__Activity__
Each image should be skipped while the records are restated word for word.

(Dataset entries)

━━━━━━━━━━━━━━━━

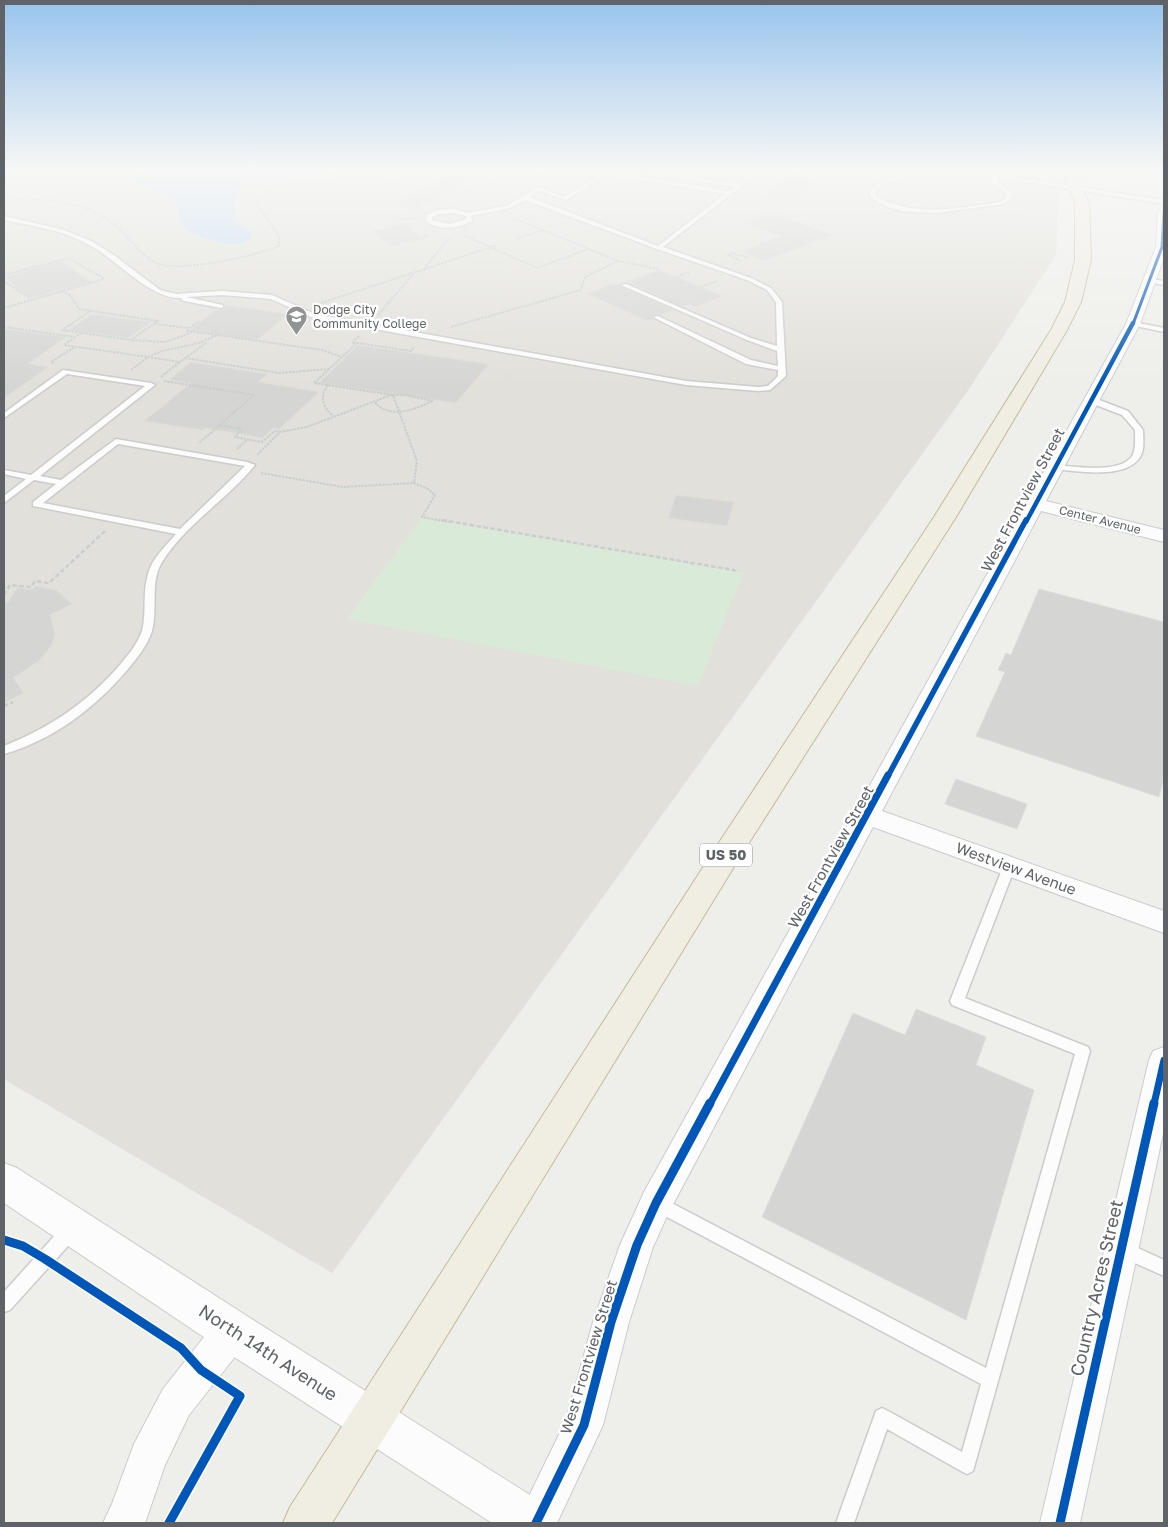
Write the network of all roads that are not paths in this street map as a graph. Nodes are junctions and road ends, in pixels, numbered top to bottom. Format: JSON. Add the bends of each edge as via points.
{"nodes":[{"id":1,"x":89,"y":242,"type":"edge"},
{"id":2,"x":644,"y":242,"type":"edge"},
{"id":3,"x":666,"y":242,"type":"edge"},
{"id":4,"x":1083,"y":242,"type":"edge"},
{"id":5,"x":1162,"y":242,"type":"edge"},
{"id":6,"x":659,"y":248,"type":"junction"},
{"id":7,"x":1157,"y":282,"type":"edge"},
{"id":8,"x":624,"y":285,"type":"dead end"},
{"id":9,"x":176,"y":296,"type":"junction"},
{"id":10,"x":221,"y":306,"type":"dead end"},
{"id":11,"x":656,"y":317,"type":"dead end"},
{"id":12,"x":1133,"y":324,"type":"junction"},
{"id":13,"x":1164,"y":330,"type":"edge"},
{"id":14,"x":781,"y":350,"type":"junction"},
{"id":15,"x":782,"y":369,"type":"junction"},
{"id":16,"x":1091,"y":400,"type":"junction"},
{"id":17,"x":4,"y":416,"type":"edge"},
{"id":18,"x":1054,"y":468,"type":"junction"},
{"id":19,"x":4,"y":472,"type":"edge"},
{"id":20,"x":32,"y":477,"type":"junction"},
{"id":21,"x":62,"y":483,"type":"junction"},
{"id":22,"x":4,"y":500,"type":"edge"},
{"id":23,"x":1035,"y":504,"type":"junction"},
{"id":24,"x":182,"y":532,"type":"junction"},
{"id":25,"x":1164,"y":536,"type":"edge"},
{"id":26,"x":4,"y":750,"type":"edge"},
{"id":27,"x":868,"y":816,"type":"junction"},
{"id":28,"x":1009,"y":867,"type":"junction"},
{"id":29,"x":1164,"y":922,"type":"edge"},
{"id":30,"x":1164,"y":1060,"type":"edge"},
{"id":31,"x":4,"y":1181,"type":"edge"},
{"id":32,"x":656,"y":1204,"type":"junction"},
{"id":33,"x":74,"y":1227,"type":"junction"},
{"id":34,"x":1121,"y":1248,"type":"junction"},
{"id":35,"x":1164,"y":1268,"type":"edge"},
{"id":36,"x":4,"y":1304,"type":"edge"},
{"id":37,"x":232,"y":1330,"type":"junction"},
{"id":38,"x":991,"y":1380,"type":"junction"},
{"id":39,"x":372,"y":1420,"type":"junction"},
{"id":40,"x":123,"y":1523,"type":"edge"},
{"id":41,"x":306,"y":1523,"type":"edge"},
{"id":42,"x":535,"y":1523,"type":"edge"},
{"id":43,"x":845,"y":1523,"type":"edge"},
{"id":44,"x":1060,"y":1523,"type":"edge"}],
"edges":[{"from":1,"to":9,"type":"lane","via":[[158,291]]},
{"from":2,"to":6,"type":"lane"},
{"from":3,"to":6,"type":"lane"},
{"from":4,"to":39,"type":"highway","number":"US 50","via":[[1083,260],[1073,302],[1059,330],[945,517],[730,849]]},
{"from":5,"to":7,"type":"street","name":"West Frontview Street"},
{"from":6,"to":14,"type":"lane","via":[[769,289],[780,302]]},
{"from":7,"to":12,"type":"street","name":"West Frontview Street"},
{"from":8,"to":14,"type":"lane"},
{"from":9,"to":10,"type":"lane"},
{"from":9,"to":15,"type":"lane","via":[[222,293],[272,297],[313,316],[695,384],[770,388],[782,376]]},
{"from":11,"to":15,"type":"lane","via":[[749,362]]},
{"from":12,"to":13,"type":"lane"},
{"from":12,"to":16,"type":"street","name":"West Frontview Street"},
{"from":14,"to":15,"type":"lane"},
{"from":16,"to":18,"type":"street","name":"West Frontview Street"},
{"from":16,"to":18,"type":"lane","via":[[1125,413],[1139,430],[1136,457],[1127,466],[1102,470]]},
{"from":17,"to":20,"type":"lane","via":[[66,372],[151,385]]},
{"from":18,"to":23,"type":"street","name":"West Frontview Street"},
{"from":19,"to":20,"type":"lane"},
{"from":20,"to":21,"type":"lane"},
{"from":20,"to":22,"type":"lane"},
{"from":21,"to":24,"type":"lane","via":[[36,504]]},
{"from":21,"to":24,"type":"lane","via":[[116,441],[246,467]]},
{"from":23,"to":25,"type":"street","name":"Center Avenue"},
{"from":23,"to":27,"type":"street","name":"West Frontview Street"},
{"from":24,"to":26,"type":"lane","via":[[152,574],[150,615],[145,636],[116,678],[72,718]]},
{"from":27,"to":28,"type":"street","name":"Westview Avenue"},
{"from":27,"to":32,"type":"street","name":"West Frontview Street"},
{"from":28,"to":29,"type":"street","name":"Westview Avenue"},
{"from":28,"to":38,"type":"lane","via":[[957,1001],[1083,1051]]},
{"from":30,"to":34,"type":"street","name":"Country Acres Street"},
{"from":31,"to":33,"type":"main road","name":"North 14th Avenue"},
{"from":32,"to":38,"type":"lane"},
{"from":32,"to":42,"type":"street","name":"West Frontview Street","via":[[636,1245],[611,1322],[584,1425]]},
{"from":33,"to":36,"type":"lane"},
{"from":33,"to":37,"type":"main road","name":"North 14th Avenue"},
{"from":34,"to":35,"type":"lane"},
{"from":34,"to":44,"type":"street","name":"Country Acres Street"},
{"from":37,"to":39,"type":"main road","name":"North 14th Avenue"},
{"from":37,"to":40,"type":"street","via":[[176,1402],[148,1458]]},
{"from":38,"to":43,"type":"lane","via":[[967,1464],[882,1417]]},
{"from":39,"to":41,"type":"highway","number":"US 50"},
{"from":39,"to":42,"type":"main road","name":"North 14th Avenue"}]}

━━━━━━━━━━━━━━━━

__Reply to the task__
Write the network of all roads that are not paths in this street map as a graph. Nodes are junctions and road ends, in pixels, numbered top to bottom. Format: JSON. Add the bends of each edge as via points.
{"nodes":[{"id":1,"x":89,"y":242,"type":"edge"},
{"id":2,"x":644,"y":242,"type":"edge"},
{"id":3,"x":666,"y":242,"type":"edge"},
{"id":4,"x":1083,"y":242,"type":"edge"},
{"id":5,"x":1162,"y":242,"type":"edge"},
{"id":6,"x":659,"y":248,"type":"junction"},
{"id":7,"x":1157,"y":282,"type":"edge"},
{"id":8,"x":624,"y":285,"type":"dead end"},
{"id":9,"x":176,"y":296,"type":"junction"},
{"id":10,"x":221,"y":306,"type":"dead end"},
{"id":11,"x":656,"y":317,"type":"dead end"},
{"id":12,"x":1133,"y":324,"type":"junction"},
{"id":13,"x":1164,"y":330,"type":"edge"},
{"id":14,"x":781,"y":350,"type":"junction"},
{"id":15,"x":782,"y":369,"type":"junction"},
{"id":16,"x":1091,"y":400,"type":"junction"},
{"id":17,"x":4,"y":416,"type":"edge"},
{"id":18,"x":1054,"y":468,"type":"junction"},
{"id":19,"x":4,"y":472,"type":"edge"},
{"id":20,"x":32,"y":477,"type":"junction"},
{"id":21,"x":62,"y":483,"type":"junction"},
{"id":22,"x":4,"y":500,"type":"edge"},
{"id":23,"x":1035,"y":504,"type":"junction"},
{"id":24,"x":182,"y":532,"type":"junction"},
{"id":25,"x":1164,"y":536,"type":"edge"},
{"id":26,"x":4,"y":750,"type":"edge"},
{"id":27,"x":868,"y":816,"type":"junction"},
{"id":28,"x":1009,"y":867,"type":"junction"},
{"id":29,"x":1164,"y":922,"type":"edge"},
{"id":30,"x":1164,"y":1060,"type":"edge"},
{"id":31,"x":4,"y":1181,"type":"edge"},
{"id":32,"x":656,"y":1204,"type":"junction"},
{"id":33,"x":74,"y":1227,"type":"junction"},
{"id":34,"x":1121,"y":1248,"type":"junction"},
{"id":35,"x":1164,"y":1268,"type":"edge"},
{"id":36,"x":4,"y":1304,"type":"edge"},
{"id":37,"x":232,"y":1330,"type":"junction"},
{"id":38,"x":991,"y":1380,"type":"junction"},
{"id":39,"x":372,"y":1420,"type":"junction"},
{"id":40,"x":123,"y":1523,"type":"edge"},
{"id":41,"x":306,"y":1523,"type":"edge"},
{"id":42,"x":535,"y":1523,"type":"edge"},
{"id":43,"x":845,"y":1523,"type":"edge"},
{"id":44,"x":1060,"y":1523,"type":"edge"}],
"edges":[{"from":1,"to":9,"type":"lane","via":[[158,291]]},
{"from":2,"to":6,"type":"lane"},
{"from":3,"to":6,"type":"lane"},
{"from":4,"to":39,"type":"highway","number":"US 50","via":[[1083,260],[1073,302],[1059,330],[945,517],[730,849]]},
{"from":5,"to":7,"type":"street","name":"West Frontview Street"},
{"from":6,"to":14,"type":"lane","via":[[769,289],[780,302]]},
{"from":7,"to":12,"type":"street","name":"West Frontview Street"},
{"from":8,"to":14,"type":"lane"},
{"from":9,"to":10,"type":"lane"},
{"from":9,"to":15,"type":"lane","via":[[222,293],[272,297],[313,316],[695,384],[770,388],[782,376]]},
{"from":11,"to":15,"type":"lane","via":[[749,362]]},
{"from":12,"to":13,"type":"lane"},
{"from":12,"to":16,"type":"street","name":"West Frontview Street"},
{"from":14,"to":15,"type":"lane"},
{"from":16,"to":18,"type":"street","name":"West Frontview Street"},
{"from":16,"to":18,"type":"lane","via":[[1125,413],[1139,430],[1136,457],[1127,466],[1102,470]]},
{"from":17,"to":20,"type":"lane","via":[[66,372],[151,385]]},
{"from":18,"to":23,"type":"street","name":"West Frontview Street"},
{"from":19,"to":20,"type":"lane"},
{"from":20,"to":21,"type":"lane"},
{"from":20,"to":22,"type":"lane"},
{"from":21,"to":24,"type":"lane","via":[[36,504]]},
{"from":21,"to":24,"type":"lane","via":[[116,441],[246,467]]},
{"from":23,"to":25,"type":"street","name":"Center Avenue"},
{"from":23,"to":27,"type":"street","name":"West Frontview Street"},
{"from":24,"to":26,"type":"lane","via":[[152,574],[150,615],[145,636],[116,678],[72,718]]},
{"from":27,"to":28,"type":"street","name":"Westview Avenue"},
{"from":27,"to":32,"type":"street","name":"West Frontview Street"},
{"from":28,"to":29,"type":"street","name":"Westview Avenue"},
{"from":28,"to":38,"type":"lane","via":[[957,1001],[1083,1051]]},
{"from":30,"to":34,"type":"street","name":"Country Acres Street"},
{"from":31,"to":33,"type":"main road","name":"North 14th Avenue"},
{"from":32,"to":38,"type":"lane"},
{"from":32,"to":42,"type":"street","name":"West Frontview Street","via":[[636,1245],[611,1322],[584,1425]]},
{"from":33,"to":36,"type":"lane"},
{"from":33,"to":37,"type":"main road","name":"North 14th Avenue"},
{"from":34,"to":35,"type":"lane"},
{"from":34,"to":44,"type":"street","name":"Country Acres Street"},
{"from":37,"to":39,"type":"main road","name":"North 14th Avenue"},
{"from":37,"to":40,"type":"street","via":[[176,1402],[148,1458]]},
{"from":38,"to":43,"type":"lane","via":[[967,1464],[882,1417]]},
{"from":39,"to":41,"type":"highway","number":"US 50"},
{"from":39,"to":42,"type":"main road","name":"North 14th Avenue"}]}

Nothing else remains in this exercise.